Understanding the root causes

Limited reporting is a key point to be solved in order to improve the understanding of root causes of shortages. According to the study, a reductionist approach to reporting is often used; this makes fully evident just acute causes (e.g. a problem at the production site), but leaves unattended more systemic issues (e.g. consolidation of manufacturing, resulting in a very limited number of production sites) and market-related factors (e.g. single-winner procurement practices).

Quality and manufacturing issues account for approx. half of all cases of shortages, suggest the report; among commercial reasons are market withdrawals and unexpected increases in demand. The information available for the analysis was judged insufficient to exactly asses the potential risks linked to outsourcing of manufacturing activities (including the production of APIs) and parallel distribution.

The proposed recommendations ask for greater transparency of industry supply quotas as well as parallel traders’ and wholesalers’ transactions. Suppliers should establish adequate shortage prevention and mitigation plans; legal obligations for MAHs and wholesalers are suggested in order to maintain a safety stock of (unfinished) products for medicines of major therapeutic interest at EU-level.

A new legislation to tackle shortages

The provisions set forth by Articles 23a and 81 of the Directive have been transposed differently into the single national legislations, often well before the establishment of the shortages registries. Several EU’s countries have acted on their own to strengthen the system, for example establishing mandatory reporting on stock levels and export restrictions. Nevertheless, according to the study available data are not sufficient to draw final conclusions on the costs and efficacy of stock keeping obligations on the level of (notified) shortages in the countries where they were introduced.

A more pro-active approach to the management of medicines shortages by MAHs and distributors may be supported by the availability of a EU-wide and uniform legislation governing financial sanctions to be applied if notification requirements and/or supply responsibilities are not met. Other suggestions include the adoption of common principles for the introduction of national restrictions on intra-EU trade, and the availability of greater flexibilities for emergency imports of specific products in case of market withdrawals and other critical shortages. As for procurement, the study indicates the opportunity to address public procurement tenders also considering the incorporation of requirements for more diversified, multiple tenderers and thereby supply sources.

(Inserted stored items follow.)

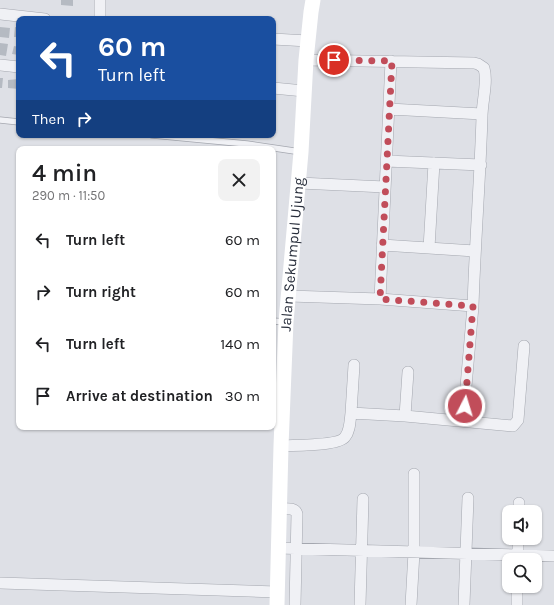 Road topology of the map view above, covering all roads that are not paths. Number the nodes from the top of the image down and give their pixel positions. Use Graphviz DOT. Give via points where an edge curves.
graph roads {
  1 [pos="100,0"];
  2 [pos="313,0"];
  3 [pos="0,14"];
  4 [pos="18,16"];
  5 [pos="100,16"];
  6 [pos="276,39"];
  7 [pos="308,41"];
  8 [pos="306,60"];
  9 [pos="392,61"];
  10 [pos="0,65"];
  11 [pos="16,67"];
  12 [pos="276,88"];
  13 [pos="304,91"];
  14 [pos="389,109"];
  15 [pos="482,114"];
  16 [pos="0,120"];
  17 [pos="16,122"];
  18 [pos="184,138"];
  19 [pos="260,146"];
  20 [pos="276,148"];
  21 [pos="301,152"];
  22 [pos="386,161"];
  23 [pos="434,163"];
  24 [pos="481,165"];
  25 [pos="299,183"];
  26 [pos="385,187"];
  27 [pos="382,245"];
  28 [pos="429,248"];
  29 [pos="475,251"];
  30 [pos="290,296"];
  31 [pos="380,299"];
  32 [pos="473,306"];
  33 [pos="280,322"];
  34 [pos="524,346"];
  35 [pos="354,365"];
  36 [pos="408,372"];
  37 [pos="351,413"];
  38 [pos="405,416"];
  39 [pos="463,421"];
  40 [pos="281,446"];
  41 [pos="414,474"];
  42 [pos="468,498"];
  43 [pos="363,499"];
  44 [pos="279,509"];
  45 [pos="278,548"];
  46 [pos="296,548"];
  47 [pos="362,550"];
  48 [pos="414,552"];
  49 [pos="465,554"];
  50 [pos="554,556"];
  51 [pos="502,557"];
  52 [pos="542,557"];
  53 [pos="0,583"];
  54 [pos="517,593"];
  55 [pos="277,599"];
  56 [pos="295,605"];
  57 [pos="360,605"];
  58 [pos="411,605"];
  59 [pos="464,605"];
  60 [pos="517,605"];
  1 -- 5 [label="street"];
  2 -- 7 [label="main road, Jalan Sekumpul Ujung"];
  3 -- 4 [label="street"];
  6 -- 7 [label="street"];
  7 -- 8 [label="main road, Jalan Sekumpul Ujung"];
  8 -- 9 [label="street"];
  8 -- 13 [label="main road, Jalan Sekumpul Ujung"];
  9 -- 14 [label="street"];
  9 -- 15 [label="street" via="478,64 485,72"];
  10 -- 11 [label="street"];
  12 -- 13 [label="street"];
  13 -- 21 [label="main road, Jalan Sekumpul Ujung"];
  14 -- 15 [label="street"];
  14 -- 22 [label="street"];
  15 -- 24 [label="street"];
  16 -- 17 [label="lane"];
  18 -- 19 [label="lane"];
  20 -- 21 [label="lane"];
  21 -- 25 [label="main road, Jalan Sekumpul Ujung"];
  22 -- 23 [label="street"];
  22 -- 26 [label="street"];
  23 -- 24 [label="street"];
  23 -- 28 [label="street"];
  24 -- 29 [label="street"];
  25 -- 26 [label="street"];
  25 -- 30 [label="main road, Jalan Sekumpul Ujung"];
  26 -- 27 [label="street"];
  27 -- 28 [label="street"];
  27 -- 31 [label="street"];
  28 -- 29 [label="street"];
  29 -- 32 [label="street"];
  30 -- 31 [label="street"];
  30 -- 33 [label="main road, Jalan Sekumpul Ujung"];
  31 -- 32 [label="street"];
  32 -- 39 [label="street"];
  33 -- 40 [label="main road, Jalan Sekumpul Ujung"];
  34 -- 39 [label="street" via="516,424 513,426"];
  35 -- 37 [label="street"];
  36 -- 38 [label="street"];
  37 -- 38 [label="street"];
  37 -- 40 [label="street" via="348,432 344,439 335,443"];
  38 -- 39 [label="street"];
  40 -- 44 [label="main road, Jalan Sekumpul Ujung"];
  41 -- 48 [label="street"];
  42 -- 49 [label="street"];
  43 -- 47 [label="street"];
  44 -- 45 [label="main road, Jalan Sekumpul Ujung"];
  44 -- 46 [label="street" via="296,511"];
  45 -- 46 [label="street"];
  45 -- 55 [label="main road, Jalan Sekumpul Ujung"];
  46 -- 47 [label="street"];
  46 -- 56 [label="street"];
  47 -- 48 [label="street"];
  47 -- 57 [label="street"];
  48 -- 49 [label="street"];
  48 -- 58 [label="street"];
  49 -- 51 [label="street"];
  49 -- 59 [label="street"];
  50 -- 52 [label="street"];
  53 -- 55 [label="street"];
  54 -- 60 [label="street"];
}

From a regulatory perspective, the document highlights the opportunity to reduce costs and simplify administrative procedures for the submission of post-approval changes. The availability of an accelerated mutual recognition procedure (MRP) within the EU is also suggested, together with a more efficient use of the Repeat Use Procedure. Improved flexibility should be a target also with respect to the EU-wide regulation governing medicines packaging and labelling, so to allow for the use of digital leaflets and multi-country/multi-language packaging and labelling.